= Directions =
Each entry must be output once more without any change.

= Records provided =
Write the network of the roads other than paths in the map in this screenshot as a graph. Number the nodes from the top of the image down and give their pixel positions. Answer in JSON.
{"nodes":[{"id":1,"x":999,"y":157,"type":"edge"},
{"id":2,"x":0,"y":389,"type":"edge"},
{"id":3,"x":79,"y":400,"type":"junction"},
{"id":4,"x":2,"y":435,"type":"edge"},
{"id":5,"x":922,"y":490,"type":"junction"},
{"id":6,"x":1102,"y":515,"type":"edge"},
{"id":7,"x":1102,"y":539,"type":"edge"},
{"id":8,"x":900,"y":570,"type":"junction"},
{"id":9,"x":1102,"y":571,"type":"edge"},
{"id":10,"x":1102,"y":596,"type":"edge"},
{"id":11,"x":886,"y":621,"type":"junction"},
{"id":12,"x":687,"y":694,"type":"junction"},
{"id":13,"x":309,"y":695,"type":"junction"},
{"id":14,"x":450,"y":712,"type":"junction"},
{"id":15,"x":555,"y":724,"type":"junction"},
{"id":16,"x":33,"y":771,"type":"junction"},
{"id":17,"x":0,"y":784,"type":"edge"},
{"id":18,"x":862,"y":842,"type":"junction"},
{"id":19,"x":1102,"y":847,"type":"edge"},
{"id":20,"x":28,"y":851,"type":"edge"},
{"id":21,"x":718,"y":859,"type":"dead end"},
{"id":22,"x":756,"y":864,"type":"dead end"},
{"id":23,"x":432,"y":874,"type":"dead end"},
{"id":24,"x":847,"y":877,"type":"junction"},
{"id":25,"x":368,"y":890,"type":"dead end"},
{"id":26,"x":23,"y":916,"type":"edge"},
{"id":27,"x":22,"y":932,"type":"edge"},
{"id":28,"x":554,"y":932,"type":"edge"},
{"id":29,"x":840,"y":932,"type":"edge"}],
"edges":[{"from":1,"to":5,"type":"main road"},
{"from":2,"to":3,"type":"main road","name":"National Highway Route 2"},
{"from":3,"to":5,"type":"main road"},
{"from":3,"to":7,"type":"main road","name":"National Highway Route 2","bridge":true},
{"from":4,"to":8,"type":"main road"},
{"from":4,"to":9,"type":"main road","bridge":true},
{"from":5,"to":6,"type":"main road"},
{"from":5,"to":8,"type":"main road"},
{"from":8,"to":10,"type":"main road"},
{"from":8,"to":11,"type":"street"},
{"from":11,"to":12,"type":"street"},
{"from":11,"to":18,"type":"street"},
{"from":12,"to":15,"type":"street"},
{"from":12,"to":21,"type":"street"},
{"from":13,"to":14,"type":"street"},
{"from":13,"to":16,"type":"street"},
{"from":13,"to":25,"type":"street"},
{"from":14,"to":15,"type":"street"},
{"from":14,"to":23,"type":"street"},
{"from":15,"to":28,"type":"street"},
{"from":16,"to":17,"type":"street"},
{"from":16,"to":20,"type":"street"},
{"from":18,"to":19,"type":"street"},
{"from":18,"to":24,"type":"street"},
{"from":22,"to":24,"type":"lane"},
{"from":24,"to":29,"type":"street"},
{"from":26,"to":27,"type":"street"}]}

= Task solution =
Write the network of the roads other than paths in the map in this screenshot as a graph. Number the nodes from the top of the image down and give their pixel positions. Answer in JSON.
{"nodes":[{"id":1,"x":999,"y":157,"type":"edge"},
{"id":2,"x":0,"y":389,"type":"edge"},
{"id":3,"x":79,"y":400,"type":"junction"},
{"id":4,"x":2,"y":435,"type":"edge"},
{"id":5,"x":922,"y":490,"type":"junction"},
{"id":6,"x":1102,"y":515,"type":"edge"},
{"id":7,"x":1102,"y":539,"type":"edge"},
{"id":8,"x":900,"y":570,"type":"junction"},
{"id":9,"x":1102,"y":571,"type":"edge"},
{"id":10,"x":1102,"y":596,"type":"edge"},
{"id":11,"x":886,"y":621,"type":"junction"},
{"id":12,"x":687,"y":694,"type":"junction"},
{"id":13,"x":309,"y":695,"type":"junction"},
{"id":14,"x":450,"y":712,"type":"junction"},
{"id":15,"x":555,"y":724,"type":"junction"},
{"id":16,"x":33,"y":771,"type":"junction"},
{"id":17,"x":0,"y":784,"type":"edge"},
{"id":18,"x":862,"y":842,"type":"junction"},
{"id":19,"x":1102,"y":847,"type":"edge"},
{"id":20,"x":28,"y":851,"type":"edge"},
{"id":21,"x":718,"y":859,"type":"dead end"},
{"id":22,"x":756,"y":864,"type":"dead end"},
{"id":23,"x":432,"y":874,"type":"dead end"},
{"id":24,"x":847,"y":877,"type":"junction"},
{"id":25,"x":368,"y":890,"type":"dead end"},
{"id":26,"x":23,"y":916,"type":"edge"},
{"id":27,"x":22,"y":932,"type":"edge"},
{"id":28,"x":554,"y":932,"type":"edge"},
{"id":29,"x":840,"y":932,"type":"edge"}],
"edges":[{"from":1,"to":5,"type":"main road"},
{"from":2,"to":3,"type":"main road","name":"National Highway Route 2"},
{"from":3,"to":5,"type":"main road"},
{"from":3,"to":7,"type":"main road","name":"National Highway Route 2","bridge":true},
{"from":4,"to":8,"type":"main road"},
{"from":4,"to":9,"type":"main road","bridge":true},
{"from":5,"to":6,"type":"main road"},
{"from":5,"to":8,"type":"main road"},
{"from":8,"to":10,"type":"main road"},
{"from":8,"to":11,"type":"street"},
{"from":11,"to":12,"type":"street"},
{"from":11,"to":18,"type":"street"},
{"from":12,"to":15,"type":"street"},
{"from":12,"to":21,"type":"street"},
{"from":13,"to":14,"type":"street"},
{"from":13,"to":16,"type":"street"},
{"from":13,"to":25,"type":"street"},
{"from":14,"to":15,"type":"street"},
{"from":14,"to":23,"type":"street"},
{"from":15,"to":28,"type":"street"},
{"from":16,"to":17,"type":"street"},
{"from":16,"to":20,"type":"street"},
{"from":18,"to":19,"type":"street"},
{"from":18,"to":24,"type":"street"},
{"from":22,"to":24,"type":"lane"},
{"from":24,"to":29,"type":"street"},
{"from":26,"to":27,"type":"street"}]}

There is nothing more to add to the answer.